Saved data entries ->
>>>>

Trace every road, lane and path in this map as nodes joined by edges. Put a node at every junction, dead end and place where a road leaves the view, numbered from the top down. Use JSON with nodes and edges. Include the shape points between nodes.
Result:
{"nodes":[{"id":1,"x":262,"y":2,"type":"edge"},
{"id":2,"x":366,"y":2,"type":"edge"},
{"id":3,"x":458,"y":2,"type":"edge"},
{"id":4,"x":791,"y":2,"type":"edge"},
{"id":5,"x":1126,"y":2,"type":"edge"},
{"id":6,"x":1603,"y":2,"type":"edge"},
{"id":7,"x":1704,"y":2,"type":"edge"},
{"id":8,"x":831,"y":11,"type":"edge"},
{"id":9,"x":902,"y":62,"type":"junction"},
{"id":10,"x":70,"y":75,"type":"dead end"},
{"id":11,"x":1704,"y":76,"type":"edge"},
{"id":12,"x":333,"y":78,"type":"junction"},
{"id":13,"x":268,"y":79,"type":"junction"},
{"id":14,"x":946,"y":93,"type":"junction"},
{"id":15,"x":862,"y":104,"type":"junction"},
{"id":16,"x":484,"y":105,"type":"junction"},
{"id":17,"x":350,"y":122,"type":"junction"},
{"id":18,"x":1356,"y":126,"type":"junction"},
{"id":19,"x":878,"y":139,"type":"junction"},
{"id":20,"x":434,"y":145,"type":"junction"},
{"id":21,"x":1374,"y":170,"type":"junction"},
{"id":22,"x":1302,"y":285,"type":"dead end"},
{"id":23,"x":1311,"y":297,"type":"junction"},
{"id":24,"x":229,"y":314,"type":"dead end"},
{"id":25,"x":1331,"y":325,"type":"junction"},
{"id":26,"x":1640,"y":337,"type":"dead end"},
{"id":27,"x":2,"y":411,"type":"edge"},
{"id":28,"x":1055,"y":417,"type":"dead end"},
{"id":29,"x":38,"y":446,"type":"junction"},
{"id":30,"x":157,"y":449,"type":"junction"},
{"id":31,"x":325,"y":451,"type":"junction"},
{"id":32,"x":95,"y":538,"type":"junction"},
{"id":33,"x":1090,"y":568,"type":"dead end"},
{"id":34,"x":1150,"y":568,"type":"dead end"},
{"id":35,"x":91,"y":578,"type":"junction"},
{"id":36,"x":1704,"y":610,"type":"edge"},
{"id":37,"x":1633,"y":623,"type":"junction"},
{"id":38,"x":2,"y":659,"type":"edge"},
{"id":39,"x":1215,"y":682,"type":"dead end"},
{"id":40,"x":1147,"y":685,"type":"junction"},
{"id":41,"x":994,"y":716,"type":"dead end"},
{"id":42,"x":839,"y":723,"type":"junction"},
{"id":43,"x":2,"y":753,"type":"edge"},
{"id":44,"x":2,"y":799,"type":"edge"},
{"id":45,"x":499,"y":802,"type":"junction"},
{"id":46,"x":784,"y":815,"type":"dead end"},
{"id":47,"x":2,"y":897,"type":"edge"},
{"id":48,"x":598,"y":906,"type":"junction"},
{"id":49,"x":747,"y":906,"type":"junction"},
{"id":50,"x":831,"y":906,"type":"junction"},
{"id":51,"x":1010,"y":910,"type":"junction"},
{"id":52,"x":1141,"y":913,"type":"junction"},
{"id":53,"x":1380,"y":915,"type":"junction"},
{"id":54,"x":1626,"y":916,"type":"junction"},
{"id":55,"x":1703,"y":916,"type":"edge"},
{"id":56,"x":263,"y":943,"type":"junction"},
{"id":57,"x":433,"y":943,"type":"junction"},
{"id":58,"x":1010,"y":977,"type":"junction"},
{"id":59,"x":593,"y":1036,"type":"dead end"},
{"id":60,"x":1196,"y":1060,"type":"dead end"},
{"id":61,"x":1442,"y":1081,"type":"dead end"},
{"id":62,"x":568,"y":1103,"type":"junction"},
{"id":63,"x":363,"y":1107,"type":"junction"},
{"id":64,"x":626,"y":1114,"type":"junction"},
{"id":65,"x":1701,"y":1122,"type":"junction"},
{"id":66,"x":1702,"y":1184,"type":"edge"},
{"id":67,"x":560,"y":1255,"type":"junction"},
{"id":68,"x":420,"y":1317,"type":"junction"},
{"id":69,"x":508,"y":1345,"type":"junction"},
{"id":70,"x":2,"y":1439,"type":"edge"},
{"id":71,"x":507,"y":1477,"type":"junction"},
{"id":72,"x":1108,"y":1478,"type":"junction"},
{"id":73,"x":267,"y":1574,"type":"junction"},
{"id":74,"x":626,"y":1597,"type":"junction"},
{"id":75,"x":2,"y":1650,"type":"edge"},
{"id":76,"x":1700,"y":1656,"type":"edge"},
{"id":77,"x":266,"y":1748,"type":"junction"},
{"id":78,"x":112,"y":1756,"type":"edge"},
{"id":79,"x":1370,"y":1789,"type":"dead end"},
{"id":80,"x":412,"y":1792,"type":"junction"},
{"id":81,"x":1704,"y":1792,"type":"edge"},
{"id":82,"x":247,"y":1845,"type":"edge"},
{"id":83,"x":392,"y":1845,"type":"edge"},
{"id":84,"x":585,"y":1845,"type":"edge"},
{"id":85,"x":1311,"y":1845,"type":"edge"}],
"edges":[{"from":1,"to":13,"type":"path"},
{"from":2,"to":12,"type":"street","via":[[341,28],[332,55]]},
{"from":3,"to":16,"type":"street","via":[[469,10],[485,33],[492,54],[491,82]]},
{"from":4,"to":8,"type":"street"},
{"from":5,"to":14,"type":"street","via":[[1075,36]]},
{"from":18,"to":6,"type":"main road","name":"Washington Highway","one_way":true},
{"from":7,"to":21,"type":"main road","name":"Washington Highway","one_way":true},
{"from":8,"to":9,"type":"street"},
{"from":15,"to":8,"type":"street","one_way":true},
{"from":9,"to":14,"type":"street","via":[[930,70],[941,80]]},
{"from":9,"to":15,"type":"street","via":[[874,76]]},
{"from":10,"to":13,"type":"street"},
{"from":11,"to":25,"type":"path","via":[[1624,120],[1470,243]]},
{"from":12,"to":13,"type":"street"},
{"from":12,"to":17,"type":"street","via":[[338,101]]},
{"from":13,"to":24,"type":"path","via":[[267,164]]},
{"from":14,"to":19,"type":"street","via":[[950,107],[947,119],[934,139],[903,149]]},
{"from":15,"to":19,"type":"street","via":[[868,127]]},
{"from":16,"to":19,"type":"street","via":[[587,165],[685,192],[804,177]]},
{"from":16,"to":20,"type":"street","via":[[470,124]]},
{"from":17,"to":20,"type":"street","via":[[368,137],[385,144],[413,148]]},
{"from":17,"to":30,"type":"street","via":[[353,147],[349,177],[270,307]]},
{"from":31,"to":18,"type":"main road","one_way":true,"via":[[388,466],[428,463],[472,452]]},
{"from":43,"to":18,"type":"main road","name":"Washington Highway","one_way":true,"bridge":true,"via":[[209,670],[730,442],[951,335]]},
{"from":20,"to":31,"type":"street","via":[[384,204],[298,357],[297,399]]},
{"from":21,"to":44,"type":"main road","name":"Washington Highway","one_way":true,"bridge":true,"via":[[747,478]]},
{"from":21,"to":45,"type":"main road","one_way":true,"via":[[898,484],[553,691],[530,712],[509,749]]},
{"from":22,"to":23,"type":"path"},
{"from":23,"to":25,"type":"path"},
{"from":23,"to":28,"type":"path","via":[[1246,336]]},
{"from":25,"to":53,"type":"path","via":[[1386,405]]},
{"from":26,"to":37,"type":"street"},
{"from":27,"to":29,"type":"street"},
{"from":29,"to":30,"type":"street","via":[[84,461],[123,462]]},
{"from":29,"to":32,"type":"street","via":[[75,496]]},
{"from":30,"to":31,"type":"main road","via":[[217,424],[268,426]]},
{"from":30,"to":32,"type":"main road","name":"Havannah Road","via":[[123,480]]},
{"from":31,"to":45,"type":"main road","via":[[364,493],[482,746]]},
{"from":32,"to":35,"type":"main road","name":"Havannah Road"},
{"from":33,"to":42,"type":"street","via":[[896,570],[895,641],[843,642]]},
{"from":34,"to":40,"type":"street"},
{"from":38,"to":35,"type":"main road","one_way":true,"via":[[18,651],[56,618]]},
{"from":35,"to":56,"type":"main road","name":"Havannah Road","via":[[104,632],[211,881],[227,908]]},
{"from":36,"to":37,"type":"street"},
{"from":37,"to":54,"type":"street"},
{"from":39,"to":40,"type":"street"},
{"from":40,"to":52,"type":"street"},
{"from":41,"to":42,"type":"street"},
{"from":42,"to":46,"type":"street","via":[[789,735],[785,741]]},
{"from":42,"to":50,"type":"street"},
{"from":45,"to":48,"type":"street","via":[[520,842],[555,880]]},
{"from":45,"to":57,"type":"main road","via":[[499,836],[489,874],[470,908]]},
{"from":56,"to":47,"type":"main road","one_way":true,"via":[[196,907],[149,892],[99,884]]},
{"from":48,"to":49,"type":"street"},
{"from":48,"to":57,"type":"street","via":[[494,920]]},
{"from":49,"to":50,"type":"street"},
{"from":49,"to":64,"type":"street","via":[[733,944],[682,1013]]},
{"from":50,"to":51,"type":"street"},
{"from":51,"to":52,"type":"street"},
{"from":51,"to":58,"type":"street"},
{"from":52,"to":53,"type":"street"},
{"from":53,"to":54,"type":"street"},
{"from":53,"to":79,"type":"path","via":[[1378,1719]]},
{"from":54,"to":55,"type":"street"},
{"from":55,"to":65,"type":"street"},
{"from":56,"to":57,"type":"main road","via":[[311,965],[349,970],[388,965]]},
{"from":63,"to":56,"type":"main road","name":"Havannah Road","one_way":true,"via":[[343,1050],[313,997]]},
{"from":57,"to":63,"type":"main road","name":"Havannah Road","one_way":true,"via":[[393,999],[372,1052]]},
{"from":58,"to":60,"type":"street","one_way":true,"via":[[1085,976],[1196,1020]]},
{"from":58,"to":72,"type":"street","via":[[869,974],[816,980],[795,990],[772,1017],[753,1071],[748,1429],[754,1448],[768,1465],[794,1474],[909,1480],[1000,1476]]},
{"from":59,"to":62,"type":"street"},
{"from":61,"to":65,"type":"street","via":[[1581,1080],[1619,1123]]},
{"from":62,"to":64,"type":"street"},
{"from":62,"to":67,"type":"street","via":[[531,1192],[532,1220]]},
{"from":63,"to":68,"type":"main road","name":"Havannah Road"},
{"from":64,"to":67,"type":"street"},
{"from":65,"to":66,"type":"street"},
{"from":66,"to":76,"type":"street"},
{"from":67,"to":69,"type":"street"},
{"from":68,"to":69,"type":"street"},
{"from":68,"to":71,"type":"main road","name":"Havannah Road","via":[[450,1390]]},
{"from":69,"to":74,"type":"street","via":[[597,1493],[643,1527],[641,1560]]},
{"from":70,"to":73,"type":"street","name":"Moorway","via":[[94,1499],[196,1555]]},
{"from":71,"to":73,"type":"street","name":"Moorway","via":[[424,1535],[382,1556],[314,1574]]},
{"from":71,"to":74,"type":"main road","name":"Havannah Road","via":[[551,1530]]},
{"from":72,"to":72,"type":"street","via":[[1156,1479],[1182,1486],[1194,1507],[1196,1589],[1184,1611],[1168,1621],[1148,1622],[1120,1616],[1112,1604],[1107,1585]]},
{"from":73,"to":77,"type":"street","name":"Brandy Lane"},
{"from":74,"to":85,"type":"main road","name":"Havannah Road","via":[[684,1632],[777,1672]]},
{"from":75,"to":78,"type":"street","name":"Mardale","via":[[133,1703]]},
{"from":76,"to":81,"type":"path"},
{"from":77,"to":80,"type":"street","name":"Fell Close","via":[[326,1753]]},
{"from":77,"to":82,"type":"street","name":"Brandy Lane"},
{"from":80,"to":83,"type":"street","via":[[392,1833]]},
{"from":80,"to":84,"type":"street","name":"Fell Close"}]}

<<<<

What the exercise asks ->
Examine each line of the records above and tally those with the string "edges". State the total alone.

Exercise response ->
2